Novel Role for p21-activated Kinase 2 in Thrombin-induced Monocyte Migration

Background: The major goal of this study is to test the hypothesis that thrombin plays a role in inflammation. Results: Thrombin stimulates monocyte F-actin cytoskeletal remodeling and migration by PAR1, Gα12, Pyk2, Gab1, Rac1, and RhoA-dependent Pak2 activation. Conclusion: Pak2 mediates thrombin-PAR1-induced monocyte/macrophage migration. Significance: PAR1 could be a potential target for the development of anti-inflammatory drugs. To understand the role of thrombin in inflammation, we tested its effects on migration of THP-1 cells, a human monocytic cell line. Thrombin induced THP-1 cell migration in a dose-dependent manner.

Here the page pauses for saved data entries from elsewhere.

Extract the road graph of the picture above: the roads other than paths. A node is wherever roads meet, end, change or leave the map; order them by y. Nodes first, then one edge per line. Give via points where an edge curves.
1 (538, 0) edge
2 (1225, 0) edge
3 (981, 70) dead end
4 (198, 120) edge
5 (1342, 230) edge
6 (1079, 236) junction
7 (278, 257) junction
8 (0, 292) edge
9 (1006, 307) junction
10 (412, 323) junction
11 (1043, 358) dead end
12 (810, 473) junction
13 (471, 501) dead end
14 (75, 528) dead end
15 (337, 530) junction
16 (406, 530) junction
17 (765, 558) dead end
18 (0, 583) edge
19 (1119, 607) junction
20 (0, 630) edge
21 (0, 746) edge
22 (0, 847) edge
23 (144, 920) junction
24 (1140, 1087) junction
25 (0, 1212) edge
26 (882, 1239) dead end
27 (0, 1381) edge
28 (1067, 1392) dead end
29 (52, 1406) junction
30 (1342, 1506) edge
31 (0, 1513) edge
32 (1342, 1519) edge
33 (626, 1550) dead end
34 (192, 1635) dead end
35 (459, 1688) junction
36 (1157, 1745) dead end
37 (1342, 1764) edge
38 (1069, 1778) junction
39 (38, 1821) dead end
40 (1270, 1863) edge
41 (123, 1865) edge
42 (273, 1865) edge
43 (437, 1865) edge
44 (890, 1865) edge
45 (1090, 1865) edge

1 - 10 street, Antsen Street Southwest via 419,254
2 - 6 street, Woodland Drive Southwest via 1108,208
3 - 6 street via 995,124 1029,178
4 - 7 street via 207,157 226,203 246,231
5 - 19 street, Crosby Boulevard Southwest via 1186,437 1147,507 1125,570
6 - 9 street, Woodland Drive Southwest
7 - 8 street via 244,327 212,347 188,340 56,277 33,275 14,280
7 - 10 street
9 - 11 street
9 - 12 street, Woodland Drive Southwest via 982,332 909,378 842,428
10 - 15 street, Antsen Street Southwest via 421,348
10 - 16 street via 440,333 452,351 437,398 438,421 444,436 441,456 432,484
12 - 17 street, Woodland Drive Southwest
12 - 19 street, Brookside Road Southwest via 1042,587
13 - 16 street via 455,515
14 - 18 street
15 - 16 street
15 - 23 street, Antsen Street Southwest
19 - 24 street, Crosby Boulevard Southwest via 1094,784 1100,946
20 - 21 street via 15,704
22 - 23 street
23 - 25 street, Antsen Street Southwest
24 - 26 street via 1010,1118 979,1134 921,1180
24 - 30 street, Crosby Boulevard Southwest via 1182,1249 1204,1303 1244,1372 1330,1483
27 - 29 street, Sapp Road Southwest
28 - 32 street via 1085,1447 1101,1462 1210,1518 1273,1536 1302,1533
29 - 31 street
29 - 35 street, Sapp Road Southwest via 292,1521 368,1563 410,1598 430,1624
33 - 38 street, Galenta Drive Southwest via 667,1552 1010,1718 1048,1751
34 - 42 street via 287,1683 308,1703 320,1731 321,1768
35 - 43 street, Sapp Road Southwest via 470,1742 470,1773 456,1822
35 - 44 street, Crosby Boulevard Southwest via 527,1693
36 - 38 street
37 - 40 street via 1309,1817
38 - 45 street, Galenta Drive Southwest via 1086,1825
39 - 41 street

Thrombin induced tyrosine phosphorylation of Pyk2, Gab1, and p115 RhoGEF, leading to Rac1- and RhoA-dependent Pak2 activation. Downstream to Pyk2, Gab1 formed a complex with p115 RhoGEF involving their pleckstrin homology domains. Furthermore, inhibition or depletion of Pyk2, Gab1, p115 RhoGEF, Rac1, RhoA, or Pak2 levels substantially attenuated thrombin-induced THP-1 cell F-actin cytoskeletal remodeling and migration. Inhibition or depletion of PAR1 also blocked thrombin-induced activation of Pyk2, Gab1, p115 RhoGEF, Rac1, RhoA, and Pak2, resulting in diminished THP-1 cell F-actin cytoskeletal remodeling and migration. Similarly, depletion of Gα12 negated thrombin-induced Pyk2, Gab1, p115 RhoGEF, Rac1, RhoA, and Pak2 activation, leading to attenuation of THP-1 cell F-actin cytoskeletal remodeling and migration. These novel observations reveal that thrombin induces monocyte/macrophage migration via PAR1-Gα12-dependent Pyk2-mediated Gab1 and p115 RhoGEF interactions, leading to Rac1- and RhoA-targeted Pak2 activation. Thus, these findings provide mechanistic evidence for the role of thrombin and its receptor PAR1 in inflammation.